Jane Grace Isoken Omorogbe (born 20 September 1971) is a British model and actress, perhaps best known as Rio on ITVs Gladiators; she is a TV presenter and motorcycling journalist.

Early life
Omorogbe was born in Newcastle upon Tyne but her family moved to Hastings, East Sussex, when she was five. After leaving school (Claverham Community College, Battle) Omorogbe was an ambulance driver and has a certificate in advanced first aid. Her parents are Nigerian immigrants.

Modelling
Omorogbe modelled bridal gowns for Geddes-Muir Designs, and was signed by Martin Enterprises - Studio 17 modelling agency in 1994. In 1995 Omorogbe entered the Miss Wessex beauty contest. She won the title of Miss Wessex and was entered into the Miss United Kingdom final, although she didn't win the title. In 1996 she was in the top 6 of the "Babe of '96".

Television career

Omorogbe appeared in The Sun as a finalist in Miss United Kingdom, where she was spotted by Gladiators referee John Anderson, and was asked to audition. She was not considered fit/strong enough, so she quit her ambulance job and left Hastings to train with a Taekwando expert, in order to pass the rigorous fitness test required by LWT. After five months of training, Omorogbe passed the tests to become Gladiator Rio.

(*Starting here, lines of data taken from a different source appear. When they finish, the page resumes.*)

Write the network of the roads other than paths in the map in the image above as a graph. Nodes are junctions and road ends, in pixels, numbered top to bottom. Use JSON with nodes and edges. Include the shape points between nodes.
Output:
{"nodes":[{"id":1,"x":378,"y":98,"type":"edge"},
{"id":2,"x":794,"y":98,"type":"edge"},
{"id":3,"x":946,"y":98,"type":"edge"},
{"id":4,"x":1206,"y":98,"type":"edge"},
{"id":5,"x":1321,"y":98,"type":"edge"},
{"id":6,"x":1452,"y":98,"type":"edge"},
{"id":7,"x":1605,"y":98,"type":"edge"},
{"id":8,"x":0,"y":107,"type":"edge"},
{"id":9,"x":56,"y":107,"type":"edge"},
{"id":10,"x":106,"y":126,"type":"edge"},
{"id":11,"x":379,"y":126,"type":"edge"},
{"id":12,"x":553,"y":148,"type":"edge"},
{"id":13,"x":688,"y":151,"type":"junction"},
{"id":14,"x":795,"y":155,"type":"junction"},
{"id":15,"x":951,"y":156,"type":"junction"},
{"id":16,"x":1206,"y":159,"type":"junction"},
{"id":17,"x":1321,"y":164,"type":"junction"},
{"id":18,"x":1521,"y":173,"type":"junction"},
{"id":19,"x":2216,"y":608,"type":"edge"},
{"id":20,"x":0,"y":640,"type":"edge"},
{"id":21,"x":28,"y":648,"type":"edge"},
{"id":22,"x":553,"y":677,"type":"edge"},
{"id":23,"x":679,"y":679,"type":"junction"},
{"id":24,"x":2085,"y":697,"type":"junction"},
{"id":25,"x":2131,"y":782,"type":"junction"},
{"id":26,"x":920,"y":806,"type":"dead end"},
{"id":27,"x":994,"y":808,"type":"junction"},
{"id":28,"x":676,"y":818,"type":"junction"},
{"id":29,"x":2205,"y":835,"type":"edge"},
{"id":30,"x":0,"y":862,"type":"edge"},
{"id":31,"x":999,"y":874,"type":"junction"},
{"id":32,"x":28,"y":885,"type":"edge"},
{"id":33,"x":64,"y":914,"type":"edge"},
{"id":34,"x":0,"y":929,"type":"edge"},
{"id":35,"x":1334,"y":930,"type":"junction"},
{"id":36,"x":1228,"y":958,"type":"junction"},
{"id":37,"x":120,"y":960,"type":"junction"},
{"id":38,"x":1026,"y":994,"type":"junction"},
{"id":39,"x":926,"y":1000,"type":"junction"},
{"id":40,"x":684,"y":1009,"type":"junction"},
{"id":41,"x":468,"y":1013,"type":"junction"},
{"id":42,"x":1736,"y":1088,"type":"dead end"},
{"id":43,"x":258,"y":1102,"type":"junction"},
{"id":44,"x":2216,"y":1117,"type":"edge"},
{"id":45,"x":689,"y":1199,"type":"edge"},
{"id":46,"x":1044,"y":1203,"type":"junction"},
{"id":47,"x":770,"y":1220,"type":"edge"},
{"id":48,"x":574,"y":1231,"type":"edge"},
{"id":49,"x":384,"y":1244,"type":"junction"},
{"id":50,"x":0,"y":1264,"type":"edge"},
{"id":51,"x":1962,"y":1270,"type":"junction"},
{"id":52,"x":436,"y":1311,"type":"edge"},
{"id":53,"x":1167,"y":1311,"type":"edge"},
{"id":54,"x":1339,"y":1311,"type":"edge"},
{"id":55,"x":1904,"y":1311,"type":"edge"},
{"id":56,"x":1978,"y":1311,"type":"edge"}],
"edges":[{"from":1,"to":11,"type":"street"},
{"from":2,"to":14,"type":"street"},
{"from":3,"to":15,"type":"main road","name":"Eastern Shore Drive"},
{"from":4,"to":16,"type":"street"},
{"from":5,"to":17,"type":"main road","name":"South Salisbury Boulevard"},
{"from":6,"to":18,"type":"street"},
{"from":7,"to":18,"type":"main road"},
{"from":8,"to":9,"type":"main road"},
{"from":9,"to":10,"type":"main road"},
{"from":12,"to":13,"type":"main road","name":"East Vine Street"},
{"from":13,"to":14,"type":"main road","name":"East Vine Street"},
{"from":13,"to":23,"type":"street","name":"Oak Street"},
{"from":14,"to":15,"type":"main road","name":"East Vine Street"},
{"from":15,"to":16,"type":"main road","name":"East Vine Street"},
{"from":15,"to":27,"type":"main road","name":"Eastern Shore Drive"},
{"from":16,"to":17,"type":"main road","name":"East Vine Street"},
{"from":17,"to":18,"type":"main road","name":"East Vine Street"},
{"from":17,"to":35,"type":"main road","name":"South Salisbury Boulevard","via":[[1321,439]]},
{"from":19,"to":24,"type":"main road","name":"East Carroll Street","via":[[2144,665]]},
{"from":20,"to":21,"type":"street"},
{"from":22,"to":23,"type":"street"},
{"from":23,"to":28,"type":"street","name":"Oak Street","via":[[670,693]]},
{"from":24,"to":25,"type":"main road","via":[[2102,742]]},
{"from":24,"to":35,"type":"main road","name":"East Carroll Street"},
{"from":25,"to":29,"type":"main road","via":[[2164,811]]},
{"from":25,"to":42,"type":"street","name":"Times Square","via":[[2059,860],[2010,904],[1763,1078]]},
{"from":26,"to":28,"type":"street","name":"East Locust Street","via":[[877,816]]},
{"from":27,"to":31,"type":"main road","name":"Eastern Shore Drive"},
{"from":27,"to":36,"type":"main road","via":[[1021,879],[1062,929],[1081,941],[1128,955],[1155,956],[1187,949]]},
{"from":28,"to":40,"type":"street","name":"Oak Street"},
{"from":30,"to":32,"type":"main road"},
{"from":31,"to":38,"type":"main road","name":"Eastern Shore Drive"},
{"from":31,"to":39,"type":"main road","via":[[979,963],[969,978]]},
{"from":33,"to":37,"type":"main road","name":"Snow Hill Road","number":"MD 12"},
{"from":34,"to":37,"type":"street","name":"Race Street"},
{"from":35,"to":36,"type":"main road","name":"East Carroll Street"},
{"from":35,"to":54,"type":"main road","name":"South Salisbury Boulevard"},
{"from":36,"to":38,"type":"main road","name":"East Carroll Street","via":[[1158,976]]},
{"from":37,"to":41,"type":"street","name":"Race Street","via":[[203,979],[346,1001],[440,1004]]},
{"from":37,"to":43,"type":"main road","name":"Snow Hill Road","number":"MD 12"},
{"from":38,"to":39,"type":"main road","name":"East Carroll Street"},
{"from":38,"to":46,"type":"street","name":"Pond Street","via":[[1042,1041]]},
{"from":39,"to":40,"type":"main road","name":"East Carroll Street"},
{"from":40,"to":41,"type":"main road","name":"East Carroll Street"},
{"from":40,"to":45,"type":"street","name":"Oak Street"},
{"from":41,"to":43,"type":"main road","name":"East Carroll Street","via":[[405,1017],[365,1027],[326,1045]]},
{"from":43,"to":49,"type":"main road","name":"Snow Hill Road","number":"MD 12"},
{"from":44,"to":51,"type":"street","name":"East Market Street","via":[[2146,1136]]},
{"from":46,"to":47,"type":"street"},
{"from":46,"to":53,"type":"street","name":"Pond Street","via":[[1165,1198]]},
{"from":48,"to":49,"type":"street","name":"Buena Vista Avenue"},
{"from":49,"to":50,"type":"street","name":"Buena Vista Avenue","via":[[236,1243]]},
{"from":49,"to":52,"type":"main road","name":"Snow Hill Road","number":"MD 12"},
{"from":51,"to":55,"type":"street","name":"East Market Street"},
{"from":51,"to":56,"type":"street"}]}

After taking part in six series of Gladiators from 1996 until 2000, she turned her love of motorbikes into a career. She presented numerous shows in quick succession to gain experience, including Car Crazy Rio, Top Bikes, Two Wheels, Revved Up, Teen Trials, Top Gear GTi, Pit Stop Bikes, Pulling Power and Fran's Angels.

Like Suzi Perry and Fran Robinson before her, she was the pit-side reporter for Live Speedway on Sky Sports. She is the Grid and Pitside Reporter for ITV’s British Touring Car Championship coverage, having covered British Superbike Championship for them.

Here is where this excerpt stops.